From the entries that follow, copy each line containing the word "rotate".

▶ _SUPPLIED ENTRIES_:
*** Begin section ***

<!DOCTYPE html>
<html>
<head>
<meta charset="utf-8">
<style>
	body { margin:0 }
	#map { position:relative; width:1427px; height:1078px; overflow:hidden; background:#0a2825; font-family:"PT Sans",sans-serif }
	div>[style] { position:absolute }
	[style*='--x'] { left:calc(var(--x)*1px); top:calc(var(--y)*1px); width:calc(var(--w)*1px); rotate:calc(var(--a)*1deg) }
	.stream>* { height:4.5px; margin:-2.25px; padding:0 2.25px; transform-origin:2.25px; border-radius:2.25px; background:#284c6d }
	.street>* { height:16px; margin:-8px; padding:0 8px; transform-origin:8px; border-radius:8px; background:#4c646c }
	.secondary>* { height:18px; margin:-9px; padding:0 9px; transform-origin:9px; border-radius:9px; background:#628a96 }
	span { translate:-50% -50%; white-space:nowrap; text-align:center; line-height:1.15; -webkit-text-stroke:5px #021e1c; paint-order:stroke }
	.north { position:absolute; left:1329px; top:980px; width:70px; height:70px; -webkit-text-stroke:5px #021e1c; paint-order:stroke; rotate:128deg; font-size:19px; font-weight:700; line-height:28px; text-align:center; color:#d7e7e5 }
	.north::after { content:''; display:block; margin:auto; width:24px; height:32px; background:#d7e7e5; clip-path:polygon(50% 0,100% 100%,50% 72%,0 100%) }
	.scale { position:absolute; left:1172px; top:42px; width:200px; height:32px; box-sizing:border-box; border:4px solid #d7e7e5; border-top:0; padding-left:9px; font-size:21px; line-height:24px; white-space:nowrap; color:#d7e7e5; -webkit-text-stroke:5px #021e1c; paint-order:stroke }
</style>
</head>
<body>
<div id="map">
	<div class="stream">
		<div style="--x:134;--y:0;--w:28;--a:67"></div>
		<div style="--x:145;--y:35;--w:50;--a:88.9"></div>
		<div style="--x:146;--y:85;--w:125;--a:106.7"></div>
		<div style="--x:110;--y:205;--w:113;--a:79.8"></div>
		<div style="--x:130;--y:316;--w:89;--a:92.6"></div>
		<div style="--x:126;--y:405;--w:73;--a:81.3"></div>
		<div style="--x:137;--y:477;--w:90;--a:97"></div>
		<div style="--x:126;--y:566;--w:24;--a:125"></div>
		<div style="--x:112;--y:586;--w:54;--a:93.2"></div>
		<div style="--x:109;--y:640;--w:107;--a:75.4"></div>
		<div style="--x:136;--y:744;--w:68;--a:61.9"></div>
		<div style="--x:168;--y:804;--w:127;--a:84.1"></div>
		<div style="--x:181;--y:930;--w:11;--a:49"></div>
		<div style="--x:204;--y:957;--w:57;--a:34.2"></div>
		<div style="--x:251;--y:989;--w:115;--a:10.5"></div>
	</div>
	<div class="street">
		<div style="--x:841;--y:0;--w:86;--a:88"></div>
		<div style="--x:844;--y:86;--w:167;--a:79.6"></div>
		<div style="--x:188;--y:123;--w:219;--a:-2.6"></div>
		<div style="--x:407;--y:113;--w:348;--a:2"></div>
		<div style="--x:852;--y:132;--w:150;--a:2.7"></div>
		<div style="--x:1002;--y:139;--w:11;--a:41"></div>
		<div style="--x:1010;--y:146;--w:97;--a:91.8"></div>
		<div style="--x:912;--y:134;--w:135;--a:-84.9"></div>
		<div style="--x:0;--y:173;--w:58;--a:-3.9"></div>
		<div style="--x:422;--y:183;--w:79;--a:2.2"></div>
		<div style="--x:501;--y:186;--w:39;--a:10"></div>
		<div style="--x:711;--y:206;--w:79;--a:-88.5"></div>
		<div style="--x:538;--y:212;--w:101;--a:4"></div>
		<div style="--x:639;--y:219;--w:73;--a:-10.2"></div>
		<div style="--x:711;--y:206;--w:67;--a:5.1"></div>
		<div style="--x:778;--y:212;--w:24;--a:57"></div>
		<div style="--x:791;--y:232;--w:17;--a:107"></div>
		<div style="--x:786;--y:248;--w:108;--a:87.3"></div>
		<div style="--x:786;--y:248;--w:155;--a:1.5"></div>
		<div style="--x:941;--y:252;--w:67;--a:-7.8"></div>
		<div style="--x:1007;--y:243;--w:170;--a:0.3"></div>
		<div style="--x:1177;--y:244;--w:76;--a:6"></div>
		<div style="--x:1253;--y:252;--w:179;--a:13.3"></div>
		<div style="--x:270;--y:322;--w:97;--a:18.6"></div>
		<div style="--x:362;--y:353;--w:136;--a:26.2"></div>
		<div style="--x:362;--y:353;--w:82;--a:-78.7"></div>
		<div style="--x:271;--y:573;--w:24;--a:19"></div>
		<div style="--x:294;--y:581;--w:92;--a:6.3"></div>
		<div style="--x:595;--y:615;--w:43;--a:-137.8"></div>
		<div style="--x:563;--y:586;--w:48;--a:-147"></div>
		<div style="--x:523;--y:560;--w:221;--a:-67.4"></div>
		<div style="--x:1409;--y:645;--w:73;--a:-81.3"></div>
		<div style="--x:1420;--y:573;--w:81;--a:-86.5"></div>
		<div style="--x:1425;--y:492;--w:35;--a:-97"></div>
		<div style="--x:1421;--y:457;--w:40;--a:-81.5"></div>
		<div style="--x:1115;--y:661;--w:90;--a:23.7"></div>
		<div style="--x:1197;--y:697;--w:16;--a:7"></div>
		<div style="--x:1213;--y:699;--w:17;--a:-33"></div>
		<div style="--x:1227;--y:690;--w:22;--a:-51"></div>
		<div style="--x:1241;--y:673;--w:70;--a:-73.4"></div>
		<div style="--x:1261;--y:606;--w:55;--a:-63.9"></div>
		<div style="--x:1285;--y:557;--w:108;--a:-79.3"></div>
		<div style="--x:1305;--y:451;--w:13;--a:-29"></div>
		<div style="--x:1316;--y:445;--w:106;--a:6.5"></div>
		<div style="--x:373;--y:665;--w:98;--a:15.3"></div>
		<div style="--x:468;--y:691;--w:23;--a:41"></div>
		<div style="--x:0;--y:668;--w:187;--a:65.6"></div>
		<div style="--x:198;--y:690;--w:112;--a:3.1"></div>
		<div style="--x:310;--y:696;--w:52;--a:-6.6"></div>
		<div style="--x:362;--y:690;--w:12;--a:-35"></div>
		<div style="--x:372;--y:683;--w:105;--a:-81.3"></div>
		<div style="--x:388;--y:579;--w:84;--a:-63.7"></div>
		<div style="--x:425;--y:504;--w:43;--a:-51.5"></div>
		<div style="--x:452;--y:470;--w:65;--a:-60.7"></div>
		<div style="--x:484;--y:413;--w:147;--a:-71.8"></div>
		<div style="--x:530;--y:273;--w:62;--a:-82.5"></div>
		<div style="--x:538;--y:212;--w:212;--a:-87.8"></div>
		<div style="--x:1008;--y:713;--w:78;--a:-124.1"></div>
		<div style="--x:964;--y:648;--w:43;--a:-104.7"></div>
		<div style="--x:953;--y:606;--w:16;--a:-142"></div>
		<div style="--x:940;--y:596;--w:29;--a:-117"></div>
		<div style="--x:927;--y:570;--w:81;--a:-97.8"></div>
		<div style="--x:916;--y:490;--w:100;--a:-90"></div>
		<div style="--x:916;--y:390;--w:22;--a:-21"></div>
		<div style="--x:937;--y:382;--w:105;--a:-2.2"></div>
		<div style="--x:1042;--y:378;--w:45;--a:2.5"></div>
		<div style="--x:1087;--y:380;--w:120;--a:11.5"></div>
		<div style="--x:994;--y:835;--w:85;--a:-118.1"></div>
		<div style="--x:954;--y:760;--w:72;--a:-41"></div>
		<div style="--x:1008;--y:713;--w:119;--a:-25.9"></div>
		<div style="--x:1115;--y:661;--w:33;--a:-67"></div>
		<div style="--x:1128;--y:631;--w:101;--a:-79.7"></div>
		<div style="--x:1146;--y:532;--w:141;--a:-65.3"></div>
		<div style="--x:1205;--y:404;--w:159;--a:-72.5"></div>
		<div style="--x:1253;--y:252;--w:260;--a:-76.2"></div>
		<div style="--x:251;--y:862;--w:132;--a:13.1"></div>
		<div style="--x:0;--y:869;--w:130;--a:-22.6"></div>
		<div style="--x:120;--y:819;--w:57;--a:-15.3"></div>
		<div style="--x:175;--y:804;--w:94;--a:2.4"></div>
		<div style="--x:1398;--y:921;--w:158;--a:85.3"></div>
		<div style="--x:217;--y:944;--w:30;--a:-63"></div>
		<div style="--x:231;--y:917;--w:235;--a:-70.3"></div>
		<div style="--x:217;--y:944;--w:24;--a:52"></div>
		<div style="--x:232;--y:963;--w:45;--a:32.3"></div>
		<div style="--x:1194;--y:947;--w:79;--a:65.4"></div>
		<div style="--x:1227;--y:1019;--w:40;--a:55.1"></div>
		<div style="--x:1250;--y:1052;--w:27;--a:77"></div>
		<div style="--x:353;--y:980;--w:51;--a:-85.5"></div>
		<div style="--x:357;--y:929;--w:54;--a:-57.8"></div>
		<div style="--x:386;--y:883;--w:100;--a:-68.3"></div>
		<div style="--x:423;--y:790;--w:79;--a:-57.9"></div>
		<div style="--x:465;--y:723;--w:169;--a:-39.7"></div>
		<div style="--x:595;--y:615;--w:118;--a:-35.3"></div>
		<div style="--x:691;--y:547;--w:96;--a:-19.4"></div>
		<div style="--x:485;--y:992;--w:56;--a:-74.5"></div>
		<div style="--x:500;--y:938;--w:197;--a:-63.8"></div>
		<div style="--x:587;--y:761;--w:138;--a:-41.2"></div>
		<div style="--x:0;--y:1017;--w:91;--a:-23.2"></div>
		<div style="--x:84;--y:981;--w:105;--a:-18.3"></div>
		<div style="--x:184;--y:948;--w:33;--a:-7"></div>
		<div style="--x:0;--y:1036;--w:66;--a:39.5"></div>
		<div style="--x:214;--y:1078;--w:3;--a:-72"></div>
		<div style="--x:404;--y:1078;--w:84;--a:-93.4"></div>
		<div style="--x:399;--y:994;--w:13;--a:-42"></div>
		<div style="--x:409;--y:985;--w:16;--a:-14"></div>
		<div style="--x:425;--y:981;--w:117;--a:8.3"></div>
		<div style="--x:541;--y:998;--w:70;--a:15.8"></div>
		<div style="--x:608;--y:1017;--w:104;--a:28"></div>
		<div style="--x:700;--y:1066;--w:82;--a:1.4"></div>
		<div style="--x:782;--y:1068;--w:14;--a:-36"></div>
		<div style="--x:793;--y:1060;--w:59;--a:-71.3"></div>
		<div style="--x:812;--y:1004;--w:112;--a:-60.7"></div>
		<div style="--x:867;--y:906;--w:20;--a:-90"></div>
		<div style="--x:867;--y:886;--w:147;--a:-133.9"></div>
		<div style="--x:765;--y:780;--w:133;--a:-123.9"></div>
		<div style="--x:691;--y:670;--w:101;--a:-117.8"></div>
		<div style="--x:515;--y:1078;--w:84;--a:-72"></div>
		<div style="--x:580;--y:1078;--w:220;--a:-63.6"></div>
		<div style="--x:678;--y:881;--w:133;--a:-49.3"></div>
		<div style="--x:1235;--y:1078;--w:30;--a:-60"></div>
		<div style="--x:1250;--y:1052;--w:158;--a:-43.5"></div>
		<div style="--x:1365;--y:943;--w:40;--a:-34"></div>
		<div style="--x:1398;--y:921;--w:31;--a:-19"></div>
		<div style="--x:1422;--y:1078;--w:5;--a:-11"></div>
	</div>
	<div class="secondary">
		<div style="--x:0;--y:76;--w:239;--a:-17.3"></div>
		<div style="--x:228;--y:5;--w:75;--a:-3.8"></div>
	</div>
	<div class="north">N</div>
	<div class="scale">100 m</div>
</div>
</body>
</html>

*** End section ***

▶ _EXERCISE SOLUTION_:
	[style*='--x'] { left:calc(var(--x)*1px); top:calc(var(--y)*1px); width:calc(var(--w)*1px); rotate:calc(var(--a)*1deg) }
	.north { position:absolute; left:1329px; top:980px; width:70px; height:70px; -webkit-text-stroke:5px #021e1c; paint-order:stroke; rotate:128deg; font-size:19px; font-weight:700; line-height:28px; text-align:center; color:#d7e7e5 }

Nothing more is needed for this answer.